Thanks for the help, I’ll take a look into these.
Ok, but I’m not sure I’m getting your point. Isn’t RDP used for remote access? That’s not what I’m trying to do here, if that’s the case. I want to set access to services running on my computer using webUIs, like Calibre content server, for example.
One usage for that, for example, is that I’m often sharing ebooks and documents with people from college. It’s a huge pain to have search and send books to people everytime. With the content server running, I can just phone home and tell someone to turn the computer on and the content will be available to anyone with the link.
EDIT:
In other words, I already have a library fully organised at home. People can easily pick what they need that way.
Yeah, that’s what I meant right from the beginning. I’ll try it once more, it’s been 10 hours since I began trying to get this damn certificate, if it doesn’t work I’ll just pay for everything. When they say getting a let’s encrypt certificate takes just 3 minutes, that definitely doesn’t conform with reality, unless you use one service that has built-in support for it.
I totally agree certificates can be pretty difficult, especially with the added complication of domain validation and all the different ways they can be used.
I develop https://certifytheweb.com and I’m happy to give you some guidance on getting started, just email support at certifytheweb.com and reference this thread, I’ll see if I can make a few suggestions to get you up and running.
They probably have timed that (not in reality I hope ) for Linux systems. With Windows, it probably takes some more time because you've got the installer thingy and such.
That said, it should be quite easy though. As pointed out previously, you'd want to need the standalone plugin, which will spin up a temporary webserver for you to make the challenge.
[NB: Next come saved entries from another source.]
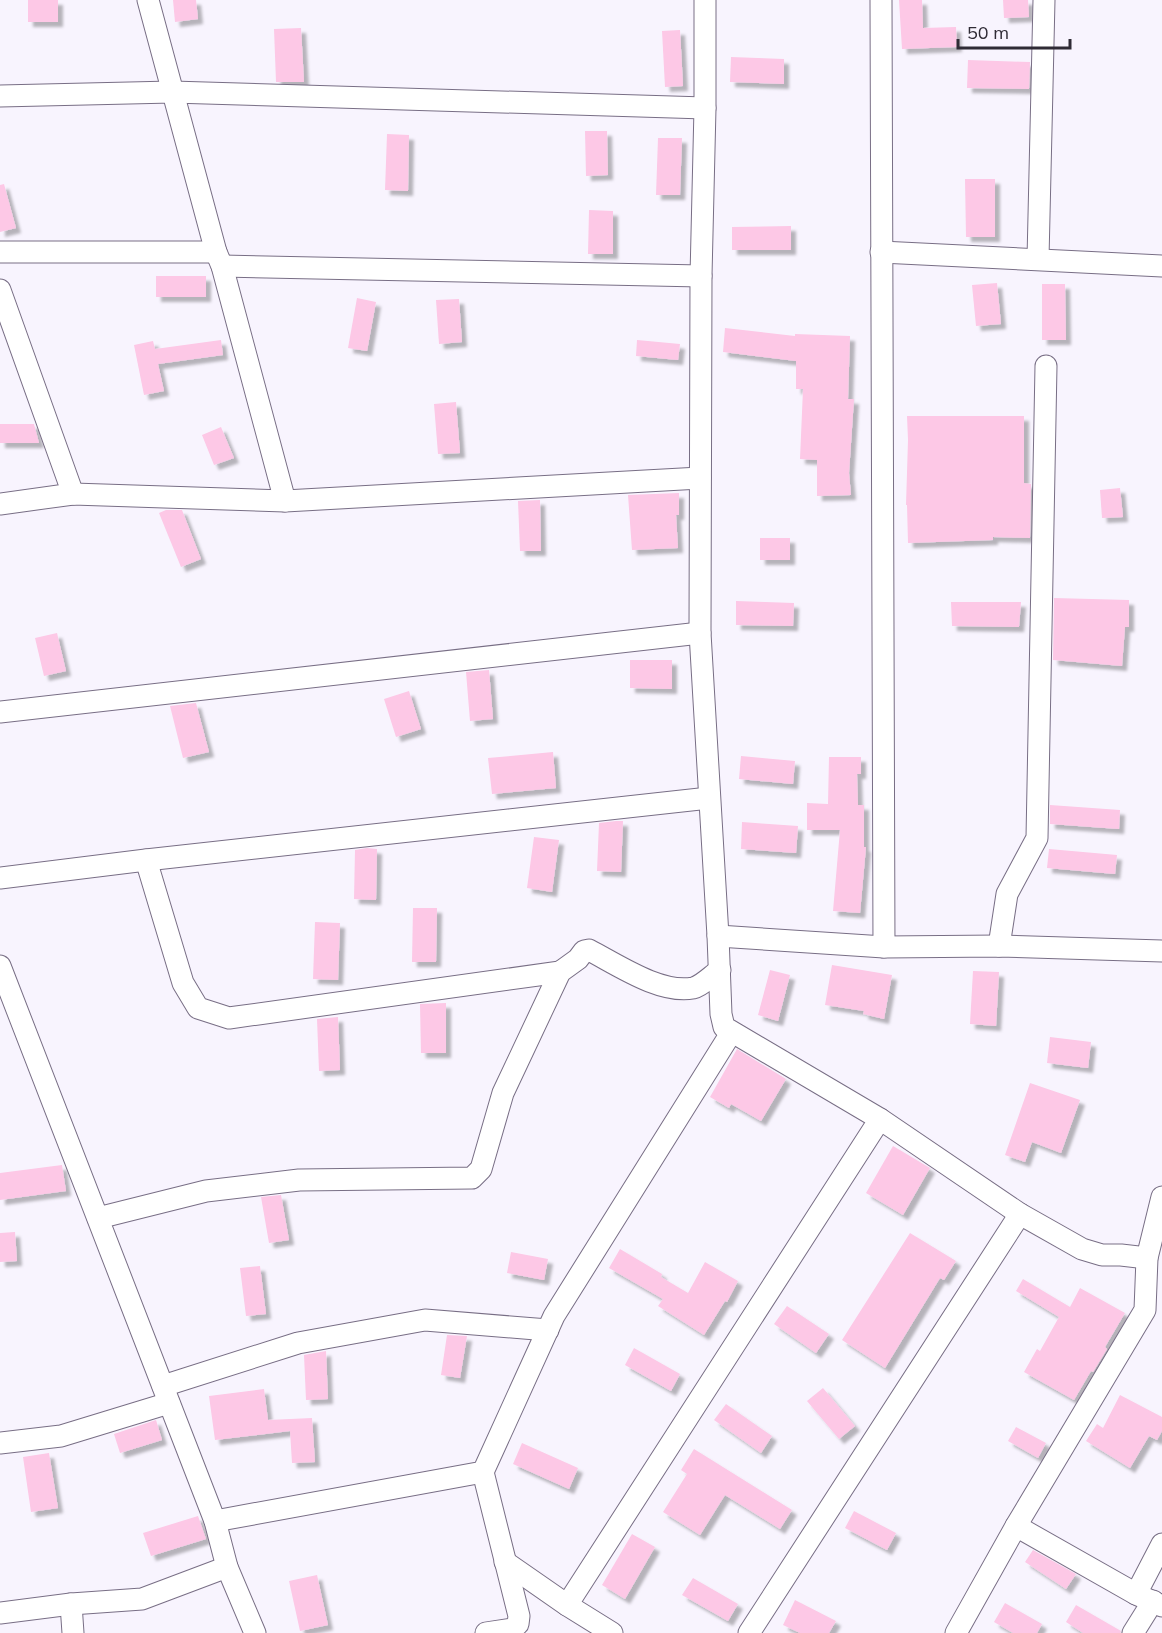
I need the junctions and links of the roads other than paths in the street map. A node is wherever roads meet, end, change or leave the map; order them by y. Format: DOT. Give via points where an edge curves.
graph roads {
  1 [pos="148,0"];
  2 [pos="705,0"];
  3 [pos="880,0"];
  4 [pos="1044,0"];
  5 [pos="172,92"];
  6 [pos="0,96"];
  7 [pos="705,108"];
  8 [pos="0,252"];
  9 [pos="881,252"];
  10 [pos="219,259"];
  11 [pos="1038,259"];
  12 [pos="1162,266"];
  13 [pos="701,276"];
  14 [pos="0,290"];
  15 [pos="1046,366"];
  16 [pos="700,478"];
  17 [pos="72,494"];
  18 [pos="285,501"];
  19 [pos="0,504"];
  20 [pos="700,633"];
  21 [pos="0,712"];
  22 [pos="709,798"];
  23 [pos="146,860"];
  24 [pos="0,878"];
  25 [pos="718,936"];
  26 [pos="999,946"];
  27 [pos="884,947"];
  28 [pos="1162,951"];
  29 [pos="0,966"];
  30 [pos="720,970"];
  31 [pos="560,972"];
  32 [pos="731,1033"];
  33 [pos="880,1119"];
  34 [pos="1162,1197"];
  35 [pos="1020,1214"];
  36 [pos="98,1218"];
  37 [pos="1147,1258"];
  38 [pos="1154,1310"];
  39 [pos="548,1330"];
  40 [pos="166,1395"];
  41 [pos="0,1443"];
  42 [pos="483,1472"];
  43 [pos="215,1521"];
  44 [pos="1016,1526"];
  45 [pos="1162,1544"];
  46 [pos="505,1562"];
  47 [pos="227,1567"];
  48 [pos="1150,1600"];
  49 [pos="71,1604"];
  50 [pos="567,1605"];
  51 [pos="0,1613"];
  52 [pos="73,1633"];
  53 [pos="255,1633"];
  54 [pos="486,1633"];
  55 [pos="612,1633"];
  56 [pos="749,1633"];
  57 [pos="956,1633"];
  58 [pos="1133,1633"];
  1 -- 5 [label="street"];
  2 -- 7 [label="street"];
  3 -- 9 [label="street"];
  4 -- 11 [label="street"];
  5 -- 6 [label="street"];
  5 -- 7 [label="street"];
  5 -- 10 [label="street"];
  7 -- 13 [label="street"];
  8 -- 10 [label="street"];
  9 -- 11 [label="street"];
  9 -- 27 [label="street"];
  10 -- 13 [label="street"];
  10 -- 18 [label="street"];
  11 -- 12 [label="street"];
  13 -- 16 [label="street"];
  14 -- 17 [label="street"];
  15 -- 26 [label="street" via="1037,838 1007,894"];
  16 -- 18 [label="street"];
  16 -- 20 [label="street"];
  17 -- 18 [label="street"];
  17 -- 19 [label="street"];
  20 -- 21 [label="street"];
  20 -- 22 [label="street"];
  22 -- 23 [label="street"];
  22 -- 25 [label="street"];
  23 -- 24 [label="street"];
  23 -- 31 [label="street" via="183,983 198,1008 229,1018"];
  25 -- 27 [label="street"];
  25 -- 30 [label="street"];
  26 -- 27 [label="street"];
  26 -- 28 [label="street"];
  29 -- 36 [label="street"];
  30 -- 31 [label="street" via="695,988 676,988 654,983 586,950"];
  30 -- 32 [label="street" via="721,1014 724,1027"];
  31 -- 36 [label="street" via="503,1093 481,1169 472,1178 299,1180 206,1191"];
  32 -- 33 [label="street"];
  32 -- 39 [label="street"];
  33 -- 35 [label="street"];
  33 -- 50 [label="street"];
  34 -- 37 [label="street"];
  35 -- 37 [label="street" via="1102,1256"];
  35 -- 56 [label="street"];
  36 -- 40 [label="street"];
  37 -- 38 [label="street"];
  38 -- 44 [label="street"];
  39 -- 40 [label="street" via="425,1320 298,1343"];
  39 -- 42 [label="street"];
  40 -- 41 [label="street" via="61,1436"];
  40 -- 43 [label="street"];
  42 -- 43 [label="street"];
  42 -- 46 [label="street"];
  43 -- 47 [label="street"];
  44 -- 48 [label="street"];
  44 -- 57 [label="street"];
  45 -- 48 [label="street"];
  46 -- 50 [label="street"];
  46 -- 54 [label="street" via="518,1624 512,1629"];
  47 -- 49 [label="street" via="142,1599"];
  47 -- 53 [label="street"];
  48 -- 58 [label="street"];
  49 -- 51 [label="street"];
  49 -- 52 [label="street"];
  50 -- 55 [label="street"];
}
I've asked the developers to clear up any misunderstanding on the certbot installation guide.
It doesn't include the caveat of the time it can take to install, configure, debug, and maintain the client, which is almost always the largest time spent (along with fixing/modifying your configuration to allow the challenge verifications). I guess that's why I prefer dns challenges instead of http. The dns server always works regardless of my hosting setup.
I too find using DNS challenges to be a great workaround. There’s usually still the matter of getting the certificate and private key installed correctly, which is a different animal (i.e. the elephant in the room).
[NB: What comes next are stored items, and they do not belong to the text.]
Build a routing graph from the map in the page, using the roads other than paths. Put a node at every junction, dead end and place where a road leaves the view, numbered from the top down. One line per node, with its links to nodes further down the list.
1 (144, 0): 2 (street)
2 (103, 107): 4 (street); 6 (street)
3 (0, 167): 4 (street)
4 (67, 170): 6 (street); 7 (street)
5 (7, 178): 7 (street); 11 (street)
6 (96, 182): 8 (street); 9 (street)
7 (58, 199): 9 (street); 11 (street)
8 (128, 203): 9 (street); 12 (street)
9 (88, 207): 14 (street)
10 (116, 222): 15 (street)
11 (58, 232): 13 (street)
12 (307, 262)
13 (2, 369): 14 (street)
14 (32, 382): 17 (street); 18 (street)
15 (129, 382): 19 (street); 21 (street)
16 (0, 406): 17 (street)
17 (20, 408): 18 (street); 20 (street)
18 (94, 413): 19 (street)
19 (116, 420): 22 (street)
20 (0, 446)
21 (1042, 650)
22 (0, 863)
Yeah, that animal I'm trying to deal with. One of the apps I'm using got it right straight away. I pointed to the cert and to the key and it magically works.
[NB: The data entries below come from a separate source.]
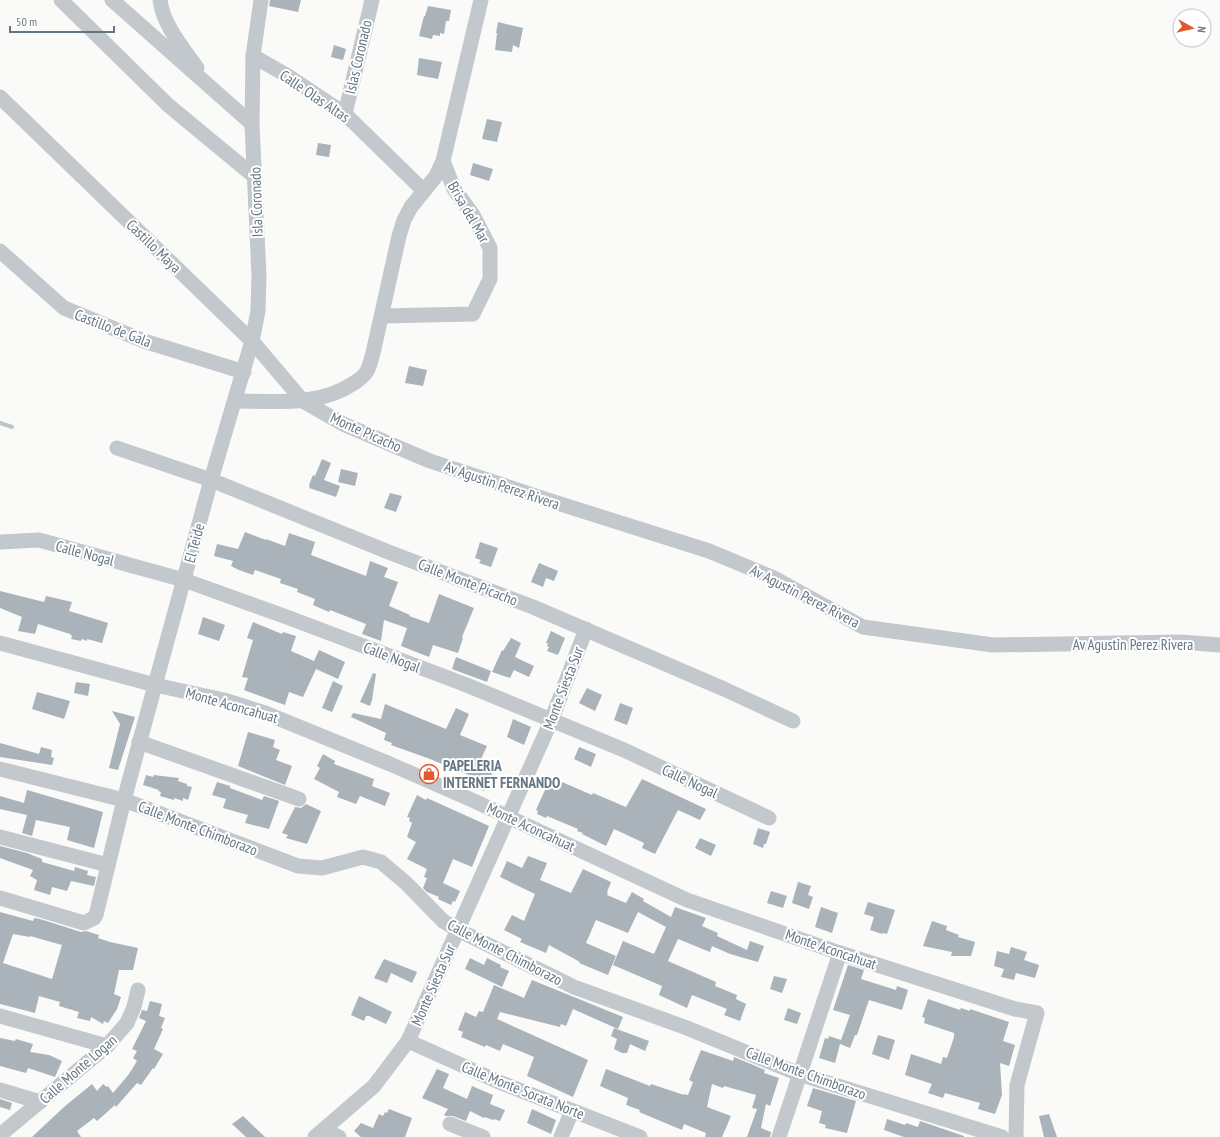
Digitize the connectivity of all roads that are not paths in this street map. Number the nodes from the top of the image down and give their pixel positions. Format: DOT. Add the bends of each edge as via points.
graph roads {
  1 [pos="61,0"];
  2 [pos="112,0"];
  3 [pos="160,0"];
  4 [pos="261,0"];
  5 [pos="372,0"];
  6 [pos="481,0"];
  7 [pos="253,56"];
  8 [pos="210,87"];
  9 [pos="0,97"];
  10 [pos="345,114"];
  11 [pos="252,124"];
  12 [pos="443,161"];
  13 [pos="255,177"];
  14 [pos="424,191"];
  15 [pos="0,251"];
  16 [pos="382,316"];
  17 [pos="252,341"];
  18 [pos="244,372"];
  19 [pos="235,401"];
  20 [pos="303,401"];
  21 [pos="117,448"];
  22 [pos="430,461"];
  23 [pos="211,480"];
  24 [pos="0,542"];
  25 [pos="184,580"];
  26 [pos="586,629"];
  27 [pos="0,644"];
  28 [pos="1220,645"];
  29 [pos="155,684"];
  30 [pos="551,721"];
  31 [pos="793,721"];
  32 [pos="139,742"];
  33 [pos="0,769"];
  34 [pos="299,799"];
  35 [pos="124,800"];
  36 [pos="509,816"];
  37 [pos="769,818"];
  38 [pos="0,837"];
  39 [pos="108,865"];
  40 [pos="0,898"];
  41 [pos="458,930"];
  42 [pos="840,953"];
  43 [pos="138,990"];
  44 [pos="0,1016"];
  45 [pos="408,1041"];
  46 [pos="107,1046"];
  47 [pos="799,1074"];
  48 [pos="0,1090"];
  49 [pos="40,1102"];
  50 [pos="572,1111"];
  51 [pos="450,1124"];
  52 [pos="319,1134"];
  53 [pos="0,1135"];
  54 [pos="339,1137"];
  55 [pos="483,1137"];
  56 [pos="561,1137"];
  57 [pos="640,1137"];
  58 [pos="779,1137"];
  59 [pos="1002,1137"];
  60 [pos="1016,1137"];
  1 -- 13 [label="street" via="168,105"];
  2 -- 8 [label="street"];
  3 -- 8 [label="street" via="174,36"];
  4 -- 7 [label="street, Isla Coronado"];
  5 -- 10 [label="street, Islas Coronado"];
  6 -- 12 [label="street, Brisa del Mar"];
  7 -- 10 [label="street, Calle Olas Altas"];
  7 -- 11 [label="street, Isla Coronado"];
  8 -- 11 [label="street"];
  9 -- 17 [label="street, Castillo Maya"];
  10 -- 14 [label="street, Calle Olas Altas"];
  11 -- 13 [label="street, Isla Coronado"];
  12 -- 14 [label="street, Brisa del Mar" via="436,176"];
  12 -- 16 [label="street, Brisa del Mar" via="454,189 473,215 490,248 490,279 473,314"];
  13 -- 17 [label="street, Isla Coronado" via="259,276 258,311"];
  14 -- 16 [label="street, Brisa del Mar" via="404,220"];
  15 -- 18 [label="street, Castillo de Gala" via="64,308 144,341"];
  16 -- 20 [label="street, Brisa del Mar" via="367,371 359,380 336,393"];
  17 -- 18 [label="street, Isla Coronado"];
  17 -- 20 [label="street, Castillo Maya"];
  18 -- 19 [label="street, Isla Coronado"];
  19 -- 20 [label="street, Brisa del Mar"];
  19 -- 23 [label="street, El Teide"];
  20 -- 22 [label="street, Monte Picacho" via="343,424"];
  21 -- 23 [label="street, Calle Monte Picacho"];
  22 -- 28 [label="street, Av Agustin Perez Rivera" via="709,551 774,578 863,626 993,645 1180,642"];
  23 -- 25 [label="street, El Teide"];
  23 -- 26 [label="street, Calle Monte Picacho"];
  24 -- 25 [label="street, Calle Nogal" via="39,540"];
  25 -- 29 [label="street, El Teide"];
  25 -- 30 [label="street, Calle Nogal" via="464,684"];
  26 -- 30 [label="street, Monte Siesta Sur"];
  26 -- 31 [label="street, Calle Monte Picacho"];
  27 -- 29 [label="street, Monte Aconcahuat"];
  29 -- 32 [label="street"];
  29 -- 36 [label="street, Monte Aconcahuat" via="224,700 265,713"];
  30 -- 36 [label="street, Monte Siesta Sur"];
  30 -- 37 [label="street, Calle Nogal" via="624,750"];
  32 -- 34 [label="street"];
  32 -- 35 [label="street"];
  33 -- 35 [label="street, Calle Monte Chimborazo"];
  35 -- 39 [label="street"];
  35 -- 41 [label="street, Calle Monte Chimborazo" via="298,866 322,868 363,857 381,862 406,883 443,921"];
  36 -- 41 [label="street, Monte Siesta Sur"];
  36 -- 42 [label="street, Monte Aconcahuat" via="687,900"];
  38 -- 39 [label="street"];
  39 -- 40 [label="street" via="96,915 84,923"];
  41 -- 45 [label="street, Monte Siesta Sur"];
  41 -- 47 [label="street, Calle Monte Chimborazo" via="574,987 687,1028"];
  42 -- 47 [label="street"];
  42 -- 60 [label="street, Monte Aconcahuat" via="1015,1009 1037,1013 1016,1085"];
  43 -- 46 [label="street, Calle Monte Logan" via="127,1023"];
  44 -- 46 [label="street"];
  45 -- 50 [label="street, Calle Monte Sorata Norte"];
  45 -- 52 [label="street, Monte Siesta Sur" via="374,1086"];
  46 -- 49 [label="street, Calle Monte Logan"];
  47 -- 58 [label="street"];
  47 -- 59 [label="street, Calle Monte Chimborazo"];
  48 -- 49 [label="street"];
  49 -- 53 [label="street, Calle Monte Logan"];
  50 -- 56 [label="street"];
  50 -- 57 [label="street, Calle Monte Sorata Norte"];
  51 -- 55 [label="street"];
  52 -- 54 [label="street"];
}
Plex and Calibre, however, didn't. I'll try to sort it out later.
By the way I just found out that once I run the webserver with SSL on, I can no longer access the address without manually typing https:// before it. I would be redirected automatically. Is this something I can work around on my own or is it something that has to be implemented by the webUI software I’m using?
With Calibre it looks like once you configure the the ssl cert file/key paths it switches to require https, because it still listening on the port (e.g. 8080) but the protocol has changed from basic http to https. It looks to me like Calibre runs it’s own custom Python based http/https listener for it’s web server. You could run a separate web server (IIS, nginx etc) to handle http connections then redirect them to your library service if you really wanted.
Note that to automate what you have using Certify The Web (assuming your still on windows, this will work fine on Windows 10 Home etc as well) you’d use http or dns validation to get your cert and once that’s working you’d add a Deployment Task to export your certificate to a location where you want to keep the latest cert files (the generic server export option would be fine), if Calibre is then pointing to these same files then all you’d need to do is restart the Calibre service.
You can then also add a Restart Service task so that when your cert renews it will auto restart the calibre library service. and from then on all renewals would be automatic. You can also achieve the same automation with other tools with a little bit of scripting.